─── Raw data

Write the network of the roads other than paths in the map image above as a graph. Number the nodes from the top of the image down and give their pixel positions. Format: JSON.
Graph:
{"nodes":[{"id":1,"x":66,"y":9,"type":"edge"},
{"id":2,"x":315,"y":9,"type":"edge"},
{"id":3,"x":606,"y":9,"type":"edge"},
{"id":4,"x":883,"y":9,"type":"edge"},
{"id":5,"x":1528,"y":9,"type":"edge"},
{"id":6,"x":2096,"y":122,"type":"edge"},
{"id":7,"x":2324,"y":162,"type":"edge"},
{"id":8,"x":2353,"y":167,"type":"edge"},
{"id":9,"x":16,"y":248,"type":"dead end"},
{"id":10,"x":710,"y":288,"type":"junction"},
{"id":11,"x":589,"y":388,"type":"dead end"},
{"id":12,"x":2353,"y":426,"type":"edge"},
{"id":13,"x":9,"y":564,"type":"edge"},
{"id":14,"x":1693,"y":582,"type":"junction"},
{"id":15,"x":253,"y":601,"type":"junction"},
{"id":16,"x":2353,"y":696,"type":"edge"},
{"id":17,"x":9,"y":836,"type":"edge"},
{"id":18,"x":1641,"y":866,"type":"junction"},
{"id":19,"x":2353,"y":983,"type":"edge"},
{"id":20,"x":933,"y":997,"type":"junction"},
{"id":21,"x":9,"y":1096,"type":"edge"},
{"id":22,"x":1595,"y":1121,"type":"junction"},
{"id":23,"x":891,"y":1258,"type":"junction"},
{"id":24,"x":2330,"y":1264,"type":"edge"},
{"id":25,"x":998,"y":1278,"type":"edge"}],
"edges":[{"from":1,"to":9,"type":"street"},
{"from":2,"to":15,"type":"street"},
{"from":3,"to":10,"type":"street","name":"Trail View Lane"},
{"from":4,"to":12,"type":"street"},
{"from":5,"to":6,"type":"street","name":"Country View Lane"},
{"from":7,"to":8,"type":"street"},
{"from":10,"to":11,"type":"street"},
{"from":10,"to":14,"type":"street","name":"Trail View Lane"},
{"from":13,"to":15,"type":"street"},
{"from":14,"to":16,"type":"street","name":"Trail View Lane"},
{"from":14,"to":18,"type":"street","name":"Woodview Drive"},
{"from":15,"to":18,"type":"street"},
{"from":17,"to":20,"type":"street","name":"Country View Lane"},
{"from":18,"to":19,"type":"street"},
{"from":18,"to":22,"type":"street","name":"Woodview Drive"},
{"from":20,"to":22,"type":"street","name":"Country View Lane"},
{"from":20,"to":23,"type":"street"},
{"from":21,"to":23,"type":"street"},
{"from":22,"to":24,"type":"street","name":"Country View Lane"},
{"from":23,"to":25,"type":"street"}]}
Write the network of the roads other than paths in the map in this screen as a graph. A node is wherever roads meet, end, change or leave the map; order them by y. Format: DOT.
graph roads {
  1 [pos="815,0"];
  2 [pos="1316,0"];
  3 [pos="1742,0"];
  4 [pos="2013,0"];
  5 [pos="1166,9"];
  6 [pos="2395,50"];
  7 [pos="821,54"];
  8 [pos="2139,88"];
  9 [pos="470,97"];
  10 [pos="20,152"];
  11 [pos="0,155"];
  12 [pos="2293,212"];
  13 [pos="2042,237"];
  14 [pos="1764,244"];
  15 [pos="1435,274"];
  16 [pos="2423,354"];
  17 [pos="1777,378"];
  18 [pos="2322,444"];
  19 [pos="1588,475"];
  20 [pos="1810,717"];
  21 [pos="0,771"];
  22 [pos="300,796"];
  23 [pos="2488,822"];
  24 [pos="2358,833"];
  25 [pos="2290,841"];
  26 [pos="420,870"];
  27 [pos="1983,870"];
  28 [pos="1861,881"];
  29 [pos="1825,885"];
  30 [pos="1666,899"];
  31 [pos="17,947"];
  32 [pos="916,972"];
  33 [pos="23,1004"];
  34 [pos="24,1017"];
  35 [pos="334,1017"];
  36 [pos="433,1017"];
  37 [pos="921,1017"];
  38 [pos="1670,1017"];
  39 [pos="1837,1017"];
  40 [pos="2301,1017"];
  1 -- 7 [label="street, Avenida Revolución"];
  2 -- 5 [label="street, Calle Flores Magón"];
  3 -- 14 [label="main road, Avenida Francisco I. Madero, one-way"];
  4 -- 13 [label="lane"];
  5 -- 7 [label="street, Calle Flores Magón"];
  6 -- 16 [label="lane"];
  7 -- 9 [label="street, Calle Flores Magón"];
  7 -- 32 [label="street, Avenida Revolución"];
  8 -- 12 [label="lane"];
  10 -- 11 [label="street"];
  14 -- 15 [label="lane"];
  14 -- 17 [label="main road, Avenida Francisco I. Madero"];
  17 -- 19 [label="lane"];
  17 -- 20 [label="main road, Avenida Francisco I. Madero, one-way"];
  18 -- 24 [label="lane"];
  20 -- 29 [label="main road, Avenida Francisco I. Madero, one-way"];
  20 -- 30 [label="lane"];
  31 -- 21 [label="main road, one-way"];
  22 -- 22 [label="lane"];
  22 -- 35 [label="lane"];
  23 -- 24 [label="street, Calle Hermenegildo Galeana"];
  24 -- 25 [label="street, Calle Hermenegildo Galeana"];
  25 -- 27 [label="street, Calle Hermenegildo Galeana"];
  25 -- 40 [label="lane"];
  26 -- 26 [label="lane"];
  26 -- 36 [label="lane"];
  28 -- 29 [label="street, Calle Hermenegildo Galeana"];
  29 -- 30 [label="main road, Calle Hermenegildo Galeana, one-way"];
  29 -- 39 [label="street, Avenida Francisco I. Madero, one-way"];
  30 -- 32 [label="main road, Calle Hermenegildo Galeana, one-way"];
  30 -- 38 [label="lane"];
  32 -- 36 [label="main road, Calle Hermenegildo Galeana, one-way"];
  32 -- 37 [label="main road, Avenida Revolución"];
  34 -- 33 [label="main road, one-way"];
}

──────

Task requirements: Return every record above. Copy each one exactly.

Answer box:
Write the network of the roads other than paths in the map image above as a graph. Number the nodes from the top of the image down and give their pixel positions. Format: JSON.
Graph:
{"nodes":[{"id":1,"x":66,"y":9,"type":"edge"},
{"id":2,"x":315,"y":9,"type":"edge"},
{"id":3,"x":606,"y":9,"type":"edge"},
{"id":4,"x":883,"y":9,"type":"edge"},
{"id":5,"x":1528,"y":9,"type":"edge"},
{"id":6,"x":2096,"y":122,"type":"edge"},
{"id":7,"x":2324,"y":162,"type":"edge"},
{"id":8,"x":2353,"y":167,"type":"edge"},
{"id":9,"x":16,"y":248,"type":"dead end"},
{"id":10,"x":710,"y":288,"type":"junction"},
{"id":11,"x":589,"y":388,"type":"dead end"},
{"id":12,"x":2353,"y":426,"type":"edge"},
{"id":13,"x":9,"y":564,"type":"edge"},
{"id":14,"x":1693,"y":582,"type":"junction"},
{"id":15,"x":253,"y":601,"type":"junction"},
{"id":16,"x":2353,"y":696,"type":"edge"},
{"id":17,"x":9,"y":836,"type":"edge"},
{"id":18,"x":1641,"y":866,"type":"junction"},
{"id":19,"x":2353,"y":983,"type":"edge"},
{"id":20,"x":933,"y":997,"type":"junction"},
{"id":21,"x":9,"y":1096,"type":"edge"},
{"id":22,"x":1595,"y":1121,"type":"junction"},
{"id":23,"x":891,"y":1258,"type":"junction"},
{"id":24,"x":2330,"y":1264,"type":"edge"},
{"id":25,"x":998,"y":1278,"type":"edge"}],
"edges":[{"from":1,"to":9,"type":"street"},
{"from":2,"to":15,"type":"street"},
{"from":3,"to":10,"type":"street","name":"Trail View Lane"},
{"from":4,"to":12,"type":"street"},
{"from":5,"to":6,"type":"street","name":"Country View Lane"},
{"from":7,"to":8,"type":"street"},
{"from":10,"to":11,"type":"street"},
{"from":10,"to":14,"type":"street","name":"Trail View Lane"},
{"from":13,"to":15,"type":"street"},
{"from":14,"to":16,"type":"street","name":"Trail View Lane"},
{"from":14,"to":18,"type":"street","name":"Woodview Drive"},
{"from":15,"to":18,"type":"street"},
{"from":17,"to":20,"type":"street","name":"Country View Lane"},
{"from":18,"to":19,"type":"street"},
{"from":18,"to":22,"type":"street","name":"Woodview Drive"},
{"from":20,"to":22,"type":"street","name":"Country View Lane"},
{"from":20,"to":23,"type":"street"},
{"from":21,"to":23,"type":"street"},
{"from":22,"to":24,"type":"street","name":"Country View Lane"},
{"from":23,"to":25,"type":"street"}]}
Write the network of the roads other than paths in the map in this screen as a graph. A node is wherever roads meet, end, change or leave the map; order them by y. Format: DOT.
graph roads {
  1 [pos="815,0"];
  2 [pos="1316,0"];
  3 [pos="1742,0"];
  4 [pos="2013,0"];
  5 [pos="1166,9"];
  6 [pos="2395,50"];
  7 [pos="821,54"];
  8 [pos="2139,88"];
  9 [pos="470,97"];
  10 [pos="20,152"];
  11 [pos="0,155"];
  12 [pos="2293,212"];
  13 [pos="2042,237"];
  14 [pos="1764,244"];
  15 [pos="1435,274"];
  16 [pos="2423,354"];
  17 [pos="1777,378"];
  18 [pos="2322,444"];
  19 [pos="1588,475"];
  20 [pos="1810,717"];
  21 [pos="0,771"];
  22 [pos="300,796"];
  23 [pos="2488,822"];
  24 [pos="2358,833"];
  25 [pos="2290,841"];
  26 [pos="420,870"];
  27 [pos="1983,870"];
  28 [pos="1861,881"];
  29 [pos="1825,885"];
  30 [pos="1666,899"];
  31 [pos="17,947"];
  32 [pos="916,972"];
  33 [pos="23,1004"];
  34 [pos="24,1017"];
  35 [pos="334,1017"];
  36 [pos="433,1017"];
  37 [pos="921,1017"];
  38 [pos="1670,1017"];
  39 [pos="1837,1017"];
  40 [pos="2301,1017"];
  1 -- 7 [label="street, Avenida Revolución"];
  2 -- 5 [label="street, Calle Flores Magón"];
  3 -- 14 [label="main road, Avenida Francisco I. Madero, one-way"];
  4 -- 13 [label="lane"];
  5 -- 7 [label="street, Calle Flores Magón"];
  6 -- 16 [label="lane"];
  7 -- 9 [label="street, Calle Flores Magón"];
  7 -- 32 [label="street, Avenida Revolución"];
  8 -- 12 [label="lane"];
  10 -- 11 [label="street"];
  14 -- 15 [label="lane"];
  14 -- 17 [label="main road, Avenida Francisco I. Madero"];
  17 -- 19 [label="lane"];
  17 -- 20 [label="main road, Avenida Francisco I. Madero, one-way"];
  18 -- 24 [label="lane"];
  20 -- 29 [label="main road, Avenida Francisco I. Madero, one-way"];
  20 -- 30 [label="lane"];
  31 -- 21 [label="main road, one-way"];
  22 -- 22 [label="lane"];
  22 -- 35 [label="lane"];
  23 -- 24 [label="street, Calle Hermenegildo Galeana"];
  24 -- 25 [label="street, Calle Hermenegildo Galeana"];
  25 -- 27 [label="street, Calle Hermenegildo Galeana"];
  25 -- 40 [label="lane"];
  26 -- 26 [label="lane"];
  26 -- 36 [label="lane"];
  28 -- 29 [label="street, Calle Hermenegildo Galeana"];
  29 -- 30 [label="main road, Calle Hermenegildo Galeana, one-way"];
  29 -- 39 [label="street, Avenida Francisco I. Madero, one-way"];
  30 -- 32 [label="main road, Calle Hermenegildo Galeana, one-way"];
  30 -- 38 [label="lane"];
  32 -- 36 [label="main road, Calle Hermenegildo Galeana, one-way"];
  32 -- 37 [label="main road, Avenida Revolución"];
  34 -- 33 [label="main road, one-way"];
}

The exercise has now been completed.